Work instructions
Collect the lines of the entries where "Manor" shows up.

-------- Supplied data

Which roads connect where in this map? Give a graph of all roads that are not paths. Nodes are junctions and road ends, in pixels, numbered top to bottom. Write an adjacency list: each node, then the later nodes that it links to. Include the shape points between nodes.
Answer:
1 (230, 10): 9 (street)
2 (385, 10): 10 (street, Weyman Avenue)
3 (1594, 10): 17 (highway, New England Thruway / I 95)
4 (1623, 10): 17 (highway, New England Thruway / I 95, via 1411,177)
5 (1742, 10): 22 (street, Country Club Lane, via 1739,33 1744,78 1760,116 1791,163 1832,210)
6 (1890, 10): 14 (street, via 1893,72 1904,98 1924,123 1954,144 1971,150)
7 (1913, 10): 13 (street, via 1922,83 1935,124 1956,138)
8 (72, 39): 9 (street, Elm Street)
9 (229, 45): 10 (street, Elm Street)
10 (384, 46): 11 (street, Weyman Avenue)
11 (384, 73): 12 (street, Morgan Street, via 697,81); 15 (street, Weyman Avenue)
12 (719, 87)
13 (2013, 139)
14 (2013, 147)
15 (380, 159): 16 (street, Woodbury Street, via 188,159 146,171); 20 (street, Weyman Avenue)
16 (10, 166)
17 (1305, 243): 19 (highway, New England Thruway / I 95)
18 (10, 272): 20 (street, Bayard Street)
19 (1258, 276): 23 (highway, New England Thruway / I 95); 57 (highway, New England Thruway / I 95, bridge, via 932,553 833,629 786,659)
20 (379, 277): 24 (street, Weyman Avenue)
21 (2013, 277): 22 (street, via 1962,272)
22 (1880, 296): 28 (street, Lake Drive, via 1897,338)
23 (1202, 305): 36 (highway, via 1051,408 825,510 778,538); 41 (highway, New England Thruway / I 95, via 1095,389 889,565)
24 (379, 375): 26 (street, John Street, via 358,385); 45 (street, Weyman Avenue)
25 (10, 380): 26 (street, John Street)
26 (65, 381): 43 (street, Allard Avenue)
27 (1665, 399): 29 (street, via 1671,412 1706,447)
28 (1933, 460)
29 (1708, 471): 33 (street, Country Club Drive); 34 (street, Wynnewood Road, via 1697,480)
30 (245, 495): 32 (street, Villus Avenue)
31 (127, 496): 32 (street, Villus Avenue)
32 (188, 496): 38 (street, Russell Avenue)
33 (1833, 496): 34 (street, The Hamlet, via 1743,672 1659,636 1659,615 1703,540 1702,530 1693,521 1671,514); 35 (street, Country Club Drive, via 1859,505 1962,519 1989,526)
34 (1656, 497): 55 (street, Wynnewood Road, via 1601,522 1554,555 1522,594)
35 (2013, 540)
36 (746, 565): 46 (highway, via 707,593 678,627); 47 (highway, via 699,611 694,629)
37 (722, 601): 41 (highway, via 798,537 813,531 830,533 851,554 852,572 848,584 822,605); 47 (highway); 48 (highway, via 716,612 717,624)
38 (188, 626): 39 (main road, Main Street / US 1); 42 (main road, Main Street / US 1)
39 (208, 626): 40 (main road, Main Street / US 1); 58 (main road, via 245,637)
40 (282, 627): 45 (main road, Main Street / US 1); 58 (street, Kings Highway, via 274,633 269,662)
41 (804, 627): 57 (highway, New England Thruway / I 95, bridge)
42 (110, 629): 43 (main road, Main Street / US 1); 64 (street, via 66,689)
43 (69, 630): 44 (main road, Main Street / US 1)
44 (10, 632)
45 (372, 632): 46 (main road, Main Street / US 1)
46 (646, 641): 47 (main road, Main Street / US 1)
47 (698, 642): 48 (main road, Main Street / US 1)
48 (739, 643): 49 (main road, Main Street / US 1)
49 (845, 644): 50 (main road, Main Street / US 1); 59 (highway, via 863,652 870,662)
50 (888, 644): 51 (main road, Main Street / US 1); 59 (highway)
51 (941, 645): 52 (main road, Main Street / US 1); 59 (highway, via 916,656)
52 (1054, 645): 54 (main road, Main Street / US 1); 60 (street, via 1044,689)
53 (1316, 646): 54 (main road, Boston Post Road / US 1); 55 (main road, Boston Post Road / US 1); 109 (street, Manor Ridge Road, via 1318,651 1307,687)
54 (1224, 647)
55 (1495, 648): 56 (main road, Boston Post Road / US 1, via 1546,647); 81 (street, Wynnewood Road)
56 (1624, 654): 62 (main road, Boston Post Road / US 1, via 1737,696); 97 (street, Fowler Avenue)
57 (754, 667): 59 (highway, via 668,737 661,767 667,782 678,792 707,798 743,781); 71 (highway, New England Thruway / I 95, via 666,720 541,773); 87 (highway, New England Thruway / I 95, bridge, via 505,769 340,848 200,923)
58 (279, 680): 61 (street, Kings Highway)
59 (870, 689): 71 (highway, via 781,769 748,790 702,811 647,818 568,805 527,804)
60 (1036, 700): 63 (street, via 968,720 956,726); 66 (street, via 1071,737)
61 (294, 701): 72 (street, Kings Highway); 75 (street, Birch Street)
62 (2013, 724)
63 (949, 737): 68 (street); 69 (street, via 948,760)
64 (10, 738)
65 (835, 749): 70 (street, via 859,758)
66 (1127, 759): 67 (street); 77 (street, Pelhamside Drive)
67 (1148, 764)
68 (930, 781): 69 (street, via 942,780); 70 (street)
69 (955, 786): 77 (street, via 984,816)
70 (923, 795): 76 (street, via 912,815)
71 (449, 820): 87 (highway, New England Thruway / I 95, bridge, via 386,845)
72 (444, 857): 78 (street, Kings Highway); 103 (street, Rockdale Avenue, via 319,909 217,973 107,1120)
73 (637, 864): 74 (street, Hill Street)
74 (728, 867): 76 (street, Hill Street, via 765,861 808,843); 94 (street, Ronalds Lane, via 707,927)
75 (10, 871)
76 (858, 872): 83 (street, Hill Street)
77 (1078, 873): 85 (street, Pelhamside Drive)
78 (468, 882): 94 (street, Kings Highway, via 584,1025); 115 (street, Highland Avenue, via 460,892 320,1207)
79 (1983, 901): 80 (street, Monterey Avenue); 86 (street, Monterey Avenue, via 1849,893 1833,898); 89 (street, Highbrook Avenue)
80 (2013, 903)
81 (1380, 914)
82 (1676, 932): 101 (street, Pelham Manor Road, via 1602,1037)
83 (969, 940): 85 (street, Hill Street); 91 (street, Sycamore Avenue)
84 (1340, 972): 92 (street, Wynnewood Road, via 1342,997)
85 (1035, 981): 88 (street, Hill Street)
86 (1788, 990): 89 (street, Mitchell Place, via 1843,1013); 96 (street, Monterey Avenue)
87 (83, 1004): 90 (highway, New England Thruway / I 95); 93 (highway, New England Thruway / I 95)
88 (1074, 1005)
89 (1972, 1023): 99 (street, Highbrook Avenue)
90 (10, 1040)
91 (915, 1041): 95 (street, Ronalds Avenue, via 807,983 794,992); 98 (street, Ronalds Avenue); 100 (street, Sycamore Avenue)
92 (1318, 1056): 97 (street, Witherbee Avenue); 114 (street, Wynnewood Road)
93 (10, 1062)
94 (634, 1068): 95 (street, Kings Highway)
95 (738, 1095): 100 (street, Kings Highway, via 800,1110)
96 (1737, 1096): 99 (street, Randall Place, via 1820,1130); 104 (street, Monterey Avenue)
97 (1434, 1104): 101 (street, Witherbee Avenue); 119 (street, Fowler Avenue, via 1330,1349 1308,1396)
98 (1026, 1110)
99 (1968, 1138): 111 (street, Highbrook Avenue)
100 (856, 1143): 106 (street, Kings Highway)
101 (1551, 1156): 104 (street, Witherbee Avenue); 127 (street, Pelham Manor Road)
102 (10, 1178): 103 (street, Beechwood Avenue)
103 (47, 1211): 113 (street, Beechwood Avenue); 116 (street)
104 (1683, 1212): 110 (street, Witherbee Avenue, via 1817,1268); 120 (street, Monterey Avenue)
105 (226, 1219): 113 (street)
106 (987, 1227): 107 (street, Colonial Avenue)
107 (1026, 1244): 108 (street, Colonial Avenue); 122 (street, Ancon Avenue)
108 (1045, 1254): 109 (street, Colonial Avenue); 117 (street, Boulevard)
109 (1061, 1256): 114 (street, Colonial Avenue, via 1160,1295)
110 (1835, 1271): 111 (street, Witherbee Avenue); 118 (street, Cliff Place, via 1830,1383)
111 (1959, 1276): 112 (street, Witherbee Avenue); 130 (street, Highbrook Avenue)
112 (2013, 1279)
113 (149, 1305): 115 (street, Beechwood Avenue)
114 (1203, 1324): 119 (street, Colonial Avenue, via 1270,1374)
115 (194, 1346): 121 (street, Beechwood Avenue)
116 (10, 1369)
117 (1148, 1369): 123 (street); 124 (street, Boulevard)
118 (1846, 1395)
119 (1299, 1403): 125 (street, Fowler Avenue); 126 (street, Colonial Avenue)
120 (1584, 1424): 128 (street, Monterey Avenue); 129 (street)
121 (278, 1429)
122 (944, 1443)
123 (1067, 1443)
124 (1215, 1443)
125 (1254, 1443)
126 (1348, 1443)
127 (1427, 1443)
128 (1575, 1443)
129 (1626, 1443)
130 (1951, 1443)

----------------

Result for this task
53 (1316, 646): 54 (main road, Boston Post Road / US 1); 55 (main road, Boston Post Road / US 1); 109 (street, Manor Ridge Road, via 1318,651 1307,687)
82 (1676, 932): 101 (street, Pelham Manor Road, via 1602,1037)
101 (1551, 1156): 104 (street, Witherbee Avenue); 127 (street, Pelham Manor Road)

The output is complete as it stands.